Educational Tools
How to Use Our Website and Books in Classrooms
To highlight the significant features of the Nisei Stories website and our books, From Our Side of the Fence and Making Home from War, we share suggested approaches and strategies for teachers and students in the classroom. The books have been used in Asian American studies, literature, and writing courses at colleges and universities, including DeAnza College, Diablo Valley College, U.C. Berkeley, and the University of San Francisco.
I. Humanizing History: The Power of First-Person Narratives
History courses that have changed the lives of students not only present relevant facts and statistics of a certain historical period but also highlight stories of those who were part of that history. The collection of stories on this website offers first-person narratives of the Japanese American experiences before, during, and after World War II and expands access to a treasure trove of incarceration and resettlement stories.
- Our stories give a human face to the facts, show the impact of imprisonment and resettlement on multiple levels: individual and familial, financial and geographical, emotional and psychological.
- Our stories reach a young audience, because the pieces are written by those who were children and teenagers during the World War II era.
- Moreover, through the writers’ development of plot, character, setting, and interior conflict, the stories transport the reader through place and time into buses and trains, barracks and camps, dust storms and blizzards, unwelcoming neighborhoods and uprooted homes.
- The pathos of these stories creates an emotional pull; we don’t merely understand history; we feel it, envision it, and become immersed in it.
II. Reimagining History: From Past to Present
One powerful way to use this book is as a tool for reimagining history. The following example gives one classroom scenario that can serve as a template for others:
Classroom Scenario
You are an instructor of a history, literature, or some other type of course and are interested in demonstrating the consequences of incarceration on Japanese Americans. In particular, you want your students to understand the material and emotional impact of Executive Order 9066 on Japanese Americans and, consequently, of being uprooted from their homes.
Reading
As a first step, have your students read the following stories: “My Dog ‘Teny'” (From Our Side of the Fence, p. 52-53) and “The Tanto” (Making Home from War, p. 102-105) by Yoshito Wayne and Sally Noda Osaki along with Mary Ann Furuichi’s “Lucky and the Horned Toad” (from her longer story “To Topaz and Back”) and Sumiko Higaki’s “Everything Gone” on this website.
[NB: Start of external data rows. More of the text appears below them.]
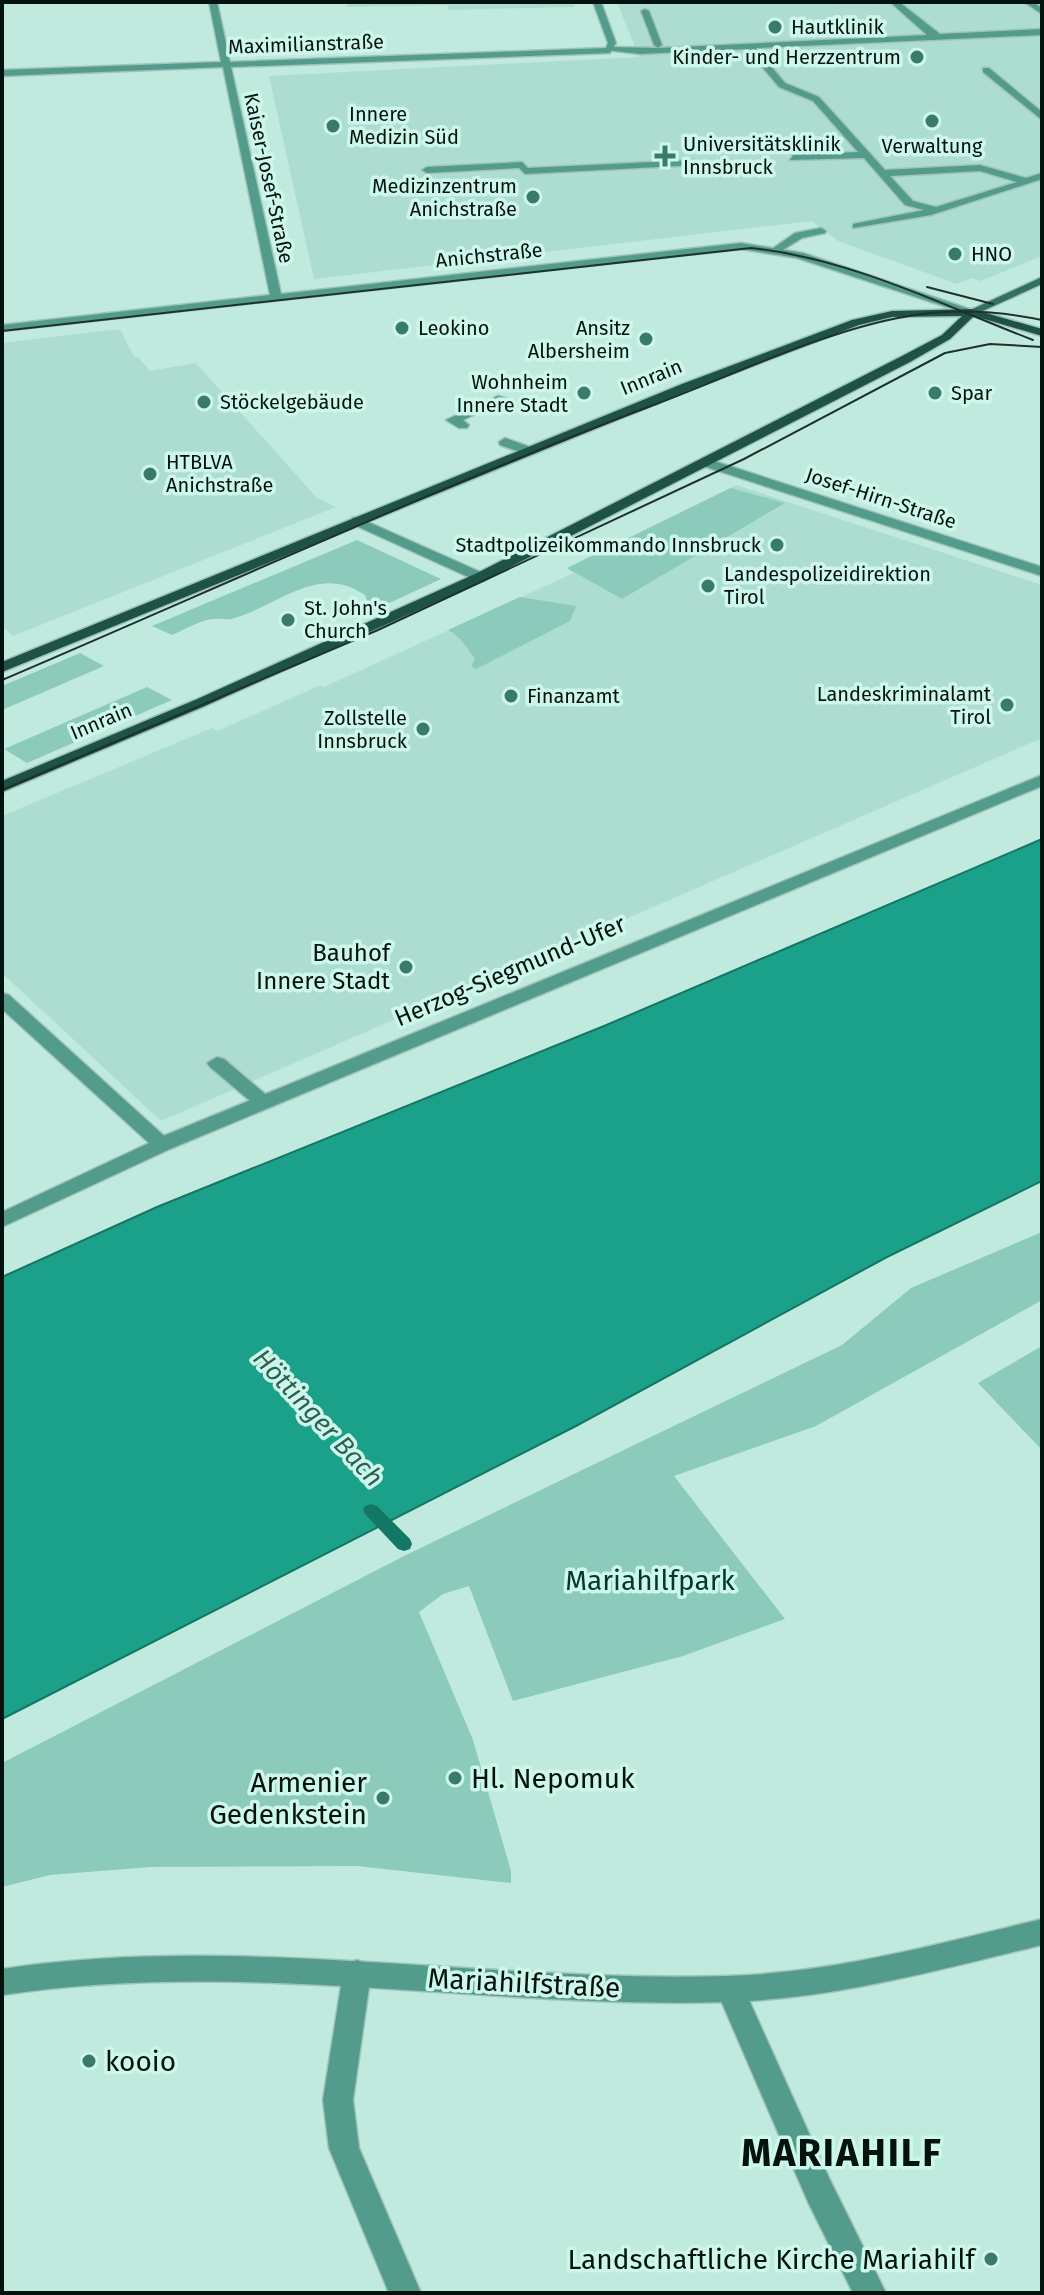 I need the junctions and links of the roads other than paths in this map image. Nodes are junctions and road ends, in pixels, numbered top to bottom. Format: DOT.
graph roads {
  1 [pos="213,2"];
  2 [pos="597,2"];
  3 [pos="894,2"];
  4 [pos="1028,2"];
  5 [pos="645,11"];
  6 [pos="1042,12"];
  7 [pos="1039,32"];
  8 [pos="942,37"];
  9 [pos="748,44"];
  10 [pos="658,45"];
  11 [pos="957,45"];
  12 [pos="610,50"];
  13 [pos="227,65"];
  14 [pos="986,70"];
  15 [pos="2,73"];
  16 [pos="1042,117"];
  17 [pos="868,155"];
  18 [pos="793,158"];
  19 [pos="694,163"];
  20 [pos="427,170"];
  21 [pos="883,173"];
  22 [pos="1042,176"];
  23 [pos="1028,182"];
  24 [pos="932,209"];
  25 [pos="857,226"];
  26 [pos="821,231"];
  27 [pos="777,249"];
  28 [pos="1042,280"];
  29 [pos="276,297"];
  30 [pos="972,312"];
  31 [pos="2,328"];
  32 [pos="1042,333"];
  33 [pos="502,399"];
  34 [pos="463,425"];
  35 [pos="505,442"];
  36 [pos="528,451"];
  37 [pos="708,463"];
  38 [pos="357,521"];
  39 [pos="1042,572"];
  40 [pos="480,577"];
  41 [pos="2,667"];
  42 [pos="1042,780"];
  43 [pos="2,785"];
  44 [pos="2,999"];
  45 [pos="217,1063"];
  46 [pos="263,1102"];
  47 [pos="163,1144"];
  48 [pos="2,1220"];
  49 [pos="1042,1932"];
  50 [pos="357,1973"];
  51 [pos="2,1982"];
  52 [pos="730,1989"];
  53 [pos="405,2293"];
  54 [pos="870,2293"];
  1 -- 13 [label="street, Kaiser-Josef-Straße"];
  2 -- 12 [label="street"];
  3 -- 8 [label="street"];
  4 -- 6 [label="street"];
  5 -- 10 [label="street"];
  7 -- 8 [label="street"];
  8 -- 9 [label="street"];
  8 -- 11 [label="street"];
  9 -- 10 [label="street"];
  9 -- 12 [label="street"];
  9 -- 17 [label="street"];
  10 -- 12 [label="street"];
  12 -- 13 [label="street, Maximilianstraße"];
  13 -- 15 [label="street, Maximilianstraße"];
  13 -- 29 [label="street, Kaiser-Josef-Straße"];
  14 -- 16 [label="street"];
  17 -- 18 [label="street"];
  17 -- 21 [label="street"];
  19 -- 20 [label="street"];
  21 -- 23 [label="street"];
  21 -- 24 [label="street"];
  22 -- 23 [label="street"];
  23 -- 24 [label="street"];
  24 -- 25 [label="street"];
  26 -- 27 [label="street"];
  27 -- 29 [label="street, Anichstraße"];
  27 -- 30 [label="street, Anichstraße"];
  28 -- 30 [label="main road, Innrain"];
  29 -- 31 [label="street, Anichstraße"];
  30 -- 32 [label="main road"];
  30 -- 36 [label="main road, Innrain"];
  30 -- 37 [label="main road, Innrain"];
  33 -- 34 [label="street"];
  35 -- 36 [label="street"];
  36 -- 38 [label="main road, Innrain"];
  37 -- 39 [label="street, Josef-Hirn-Straße"];
  37 -- 40 [label="main road, Innrain"];
  38 -- 40 [label="street"];
  38 -- 41 [label="main road, Innrain"];
  40 -- 43 [label="main road, Innrain"];
  42 -- 46 [label="street, Herzog-Siegmund-Ufer"];
  44 -- 47 [label="street"];
  45 -- 46 [label="street"];
  46 -- 47 [label="street, Herzog-Siegmund-Ufer"];
  47 -- 48 [label="street, Herzog-Siegmund-Ufer"];
  49 -- 52 [label="street, Mariahilfstraße"];
  50 -- 51 [label="street, Mariahilfstraße"];
  50 -- 52 [label="street, Mariahilfstraße"];
  50 -- 53 [label="street"];
  52 -- 54 [label="street"];
}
After your students have read these stories, discuss how and why they were effective. Ask your students about what moments and details moved them and why. See if your students can make any connections between the writers’ experiences and their own. For instance, you can ask if they have experienced the loss of a pet or significant object and if that affected them and/or their families as it did the writers.
Prompt
Once you have discussed the reading, you can then use this prompt for writing and/or in-class discussion:
Imagine you, like the narrators of these stories, are told that you have to leave your home in the next twenty-four hours. You will be taken to an unknown destination for an unknown amount of time. You can bring only what you can carry in two suitcases. What would you choose to bring and why? What would you be forced to leave behind and why?
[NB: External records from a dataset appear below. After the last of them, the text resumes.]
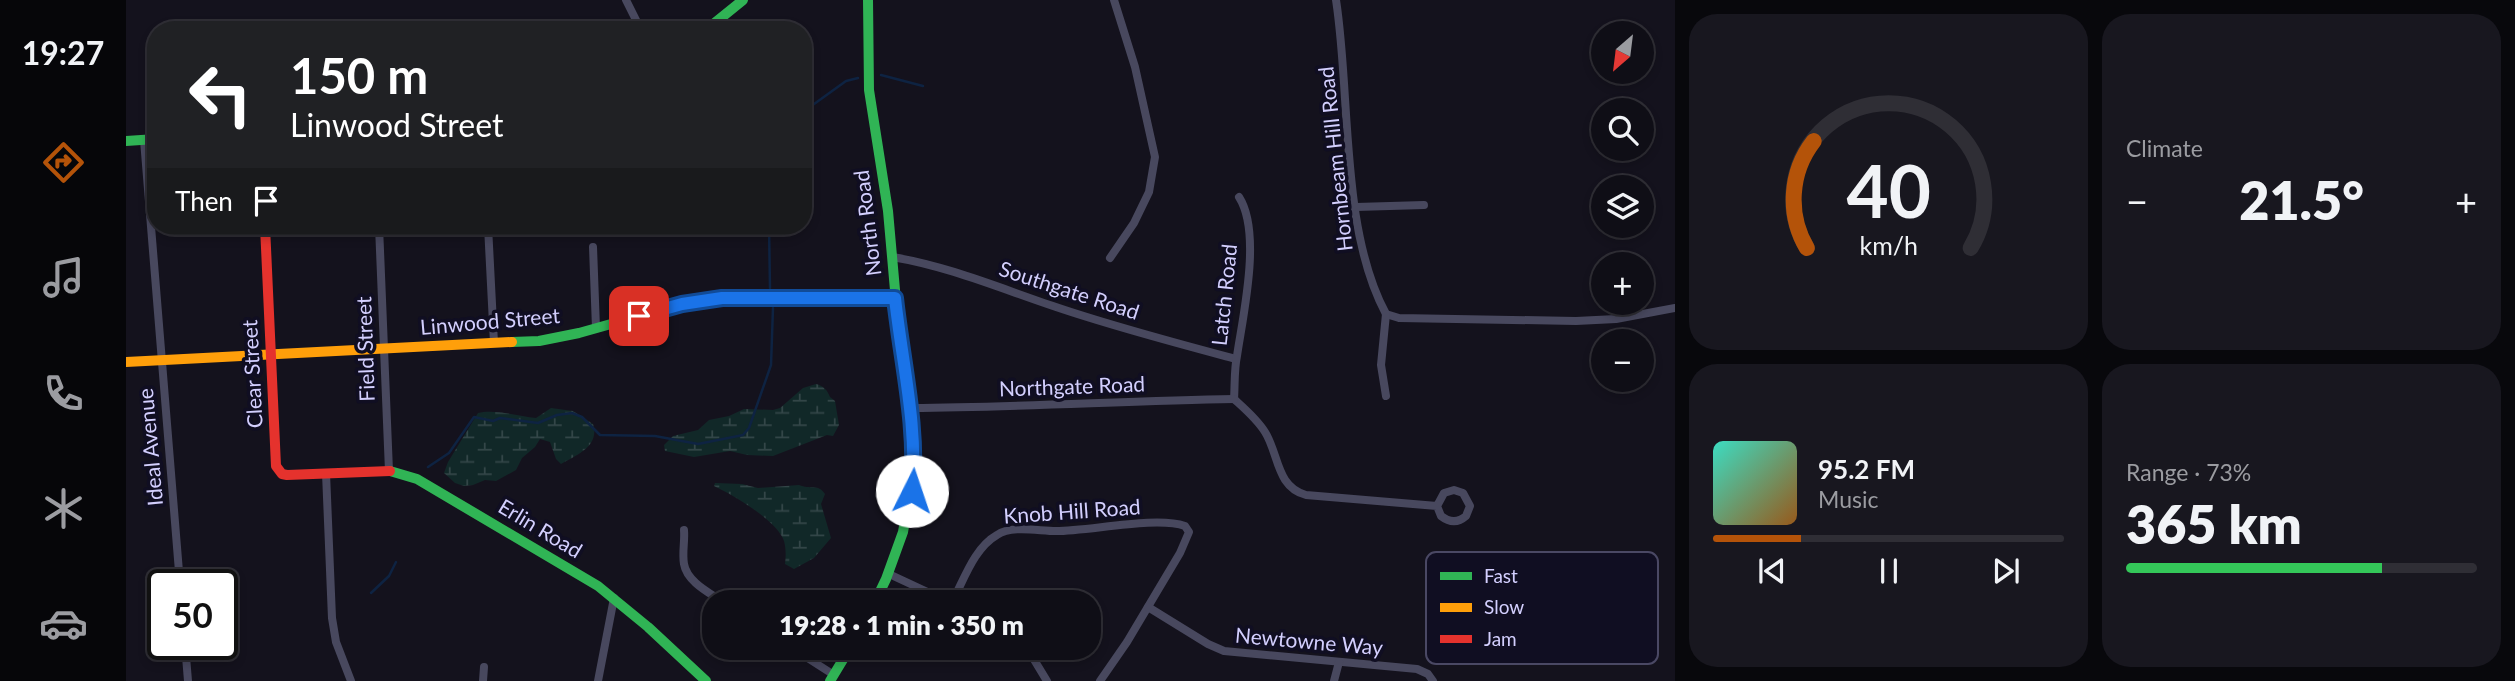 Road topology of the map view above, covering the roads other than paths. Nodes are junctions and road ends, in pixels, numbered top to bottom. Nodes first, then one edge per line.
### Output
1 (626, 0) edge
2 (743, 0) edge
3 (869, 0) edge
4 (1114, 0) edge
5 (1336, 0) edge
6 (636, 21) edge
7 (717, 21) edge
8 (144, 140) junction
9 (147, 140) edge
10 (126, 141) edge
11 (147, 179) edge
12 (1239, 197) dead end
13 (1424, 205) dead end
14 (1356, 207) junction
15 (151, 235) edge
16 (265, 235) edge
17 (379, 235) edge
18 (488, 235) edge
19 (593, 247) dead end
20 (892, 257) junction
21 (1110, 258) dead end
22 (895, 298) junction
23 (1675, 308) edge
24 (1386, 314) junction
25 (596, 328) junction
26 (494, 343) junction
27 (384, 349) junction
28 (272, 355) junction
29 (1236, 359) junction
30 (161, 360) junction
31 (126, 362) edge
32 (1387, 396) dead end
33 (1234, 399) junction
34 (912, 408) junction
35 (389, 471) junction
36 (326, 473) junction
37 (1437, 506) junction
38 (684, 530) dead end
39 (179, 569) edge
40 (889, 574) junction
41 (706, 590) edge
42 (881, 590) edge
43 (924, 590) edge
44 (958, 590) edge
45 (614, 598) junction
46 (1148, 607) junction
47 (186, 660) edge
48 (808, 660) edge
49 (843, 660) edge
50 (1035, 660) edge
51 (1339, 662) junction
52 (484, 667) dead end
53 (832, 678) edge
54 (701, 679) edge
55 (188, 681) edge
56 (351, 681) edge
57 (483, 681) edge
58 (598, 681) edge
59 (1048, 681) edge
60 (1100, 681) edge
61 (1334, 681) edge
62 (1433, 681) edge

1 - 6 street
2 - 7 street
3 - 20 street, North Road
4 - 21 street
5 - 14 street, Hornbeam Hill Road
8 - 9 street
8 - 10 street
8 - 11 street, Ideal Avenue
12 - 29 street, Latch Road
13 - 14 street
14 - 24 street, Hornbeam Hill Road
15 - 30 street, Ideal Avenue
16 - 28 street, Clear Street
17 - 27 street, Field Street
18 - 26 street
19 - 25 street
20 - 22 street, North Road
20 - 29 street, Southgate Road
22 - 25 street, Linwood Street
22 - 34 street, North Road
23 - 24 street
24 - 32 street
25 - 26 street, Linwood Street
26 - 27 street, Linwood Street
27 - 28 street, Linwood Street
27 - 35 street, Field Street
28 - 30 street, Linwood Street
28 - 36 street, Clear Street
29 - 33 street, Latch Road
30 - 31 street, Linwood Street
30 - 39 street, Ideal Avenue
33 - 34 street, Northgate Road
33 - 37 street
34 - 40 street, North Road
35 - 36 street, Erlin Road
35 - 45 street, Erlin Road
36 - 56 street
37 - 37 street
38 - 41 street
40 - 42 street, North Road
40 - 43 street
44 - 46 street, Knob Hill Road
45 - 54 street, Erlin Road
45 - 58 street
46 - 51 street, Newtowne Way
46 - 60 street
47 - 55 street
48 - 53 street
49 - 53 street
50 - 59 street
51 - 61 street
51 - 62 street, Newtowne Way
52 - 57 street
In the process of doing this exercise, you can have students work individually, writing down their answer to both questions in two separate columns, or you can place your students in small groups in which they must answer these questions as if they were a “family” confronting these decisions.
Class Discussion
Once your students have finished, you can reconvene the whole class to discuss their answers. Certain answers will often overlap and you can discuss the implications–for example, if a number of your students say that they would bring photos, journals, or clothing, you can discuss why those would be high priorities. You can also point out complications that might ensue, for example, if one of your students wants to bring a luxury item like a computer or cell phone. For one, those items didn’t exist during World War II! But, even more significantly, your students need to consider if there will even be the basic survival necessities in their new “homes,” such as electricity, laundry, and running water.
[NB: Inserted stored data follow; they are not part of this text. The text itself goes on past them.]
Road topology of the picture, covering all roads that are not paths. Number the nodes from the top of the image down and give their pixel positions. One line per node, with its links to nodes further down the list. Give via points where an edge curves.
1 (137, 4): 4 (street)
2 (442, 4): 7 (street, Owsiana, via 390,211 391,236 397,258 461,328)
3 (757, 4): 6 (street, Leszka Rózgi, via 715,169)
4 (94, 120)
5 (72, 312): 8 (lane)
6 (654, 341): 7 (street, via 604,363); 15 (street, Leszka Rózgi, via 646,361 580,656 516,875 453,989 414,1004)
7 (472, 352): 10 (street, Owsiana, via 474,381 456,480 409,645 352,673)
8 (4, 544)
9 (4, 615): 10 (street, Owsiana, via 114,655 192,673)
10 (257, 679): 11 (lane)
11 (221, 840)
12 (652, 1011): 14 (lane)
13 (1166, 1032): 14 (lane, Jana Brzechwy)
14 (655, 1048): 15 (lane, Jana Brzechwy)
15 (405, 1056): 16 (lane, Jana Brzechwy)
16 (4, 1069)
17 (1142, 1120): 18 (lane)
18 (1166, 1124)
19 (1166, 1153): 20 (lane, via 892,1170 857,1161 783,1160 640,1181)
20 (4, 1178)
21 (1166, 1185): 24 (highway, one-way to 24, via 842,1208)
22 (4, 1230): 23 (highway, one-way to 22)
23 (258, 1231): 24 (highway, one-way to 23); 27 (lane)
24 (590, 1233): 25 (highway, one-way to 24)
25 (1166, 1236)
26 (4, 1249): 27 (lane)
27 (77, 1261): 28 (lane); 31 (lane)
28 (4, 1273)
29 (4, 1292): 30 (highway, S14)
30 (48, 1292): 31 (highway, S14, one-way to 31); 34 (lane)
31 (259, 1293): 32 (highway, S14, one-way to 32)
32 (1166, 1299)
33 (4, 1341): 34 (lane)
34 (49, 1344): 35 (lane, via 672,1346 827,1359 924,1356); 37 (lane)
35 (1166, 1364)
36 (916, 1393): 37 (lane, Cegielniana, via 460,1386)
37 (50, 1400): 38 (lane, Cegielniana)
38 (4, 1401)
III. Exploring History: Further References and Research
Beyond providing helpful readings and dynamic classroom exercises, our books and this website offer other important resources: maps and photographs that accompany the stories and give a visual representation of the writers’ journeys; video clips of the writers reading their stories; tables that consolidate important historical information; and annotated bibliographies that outline extensive resources on both incarceration and resettlement. These resources offer multiple avenues for both instructors and students to pursue further research on projects and essays and offer visual aids that can be incorporated into classroom presentations.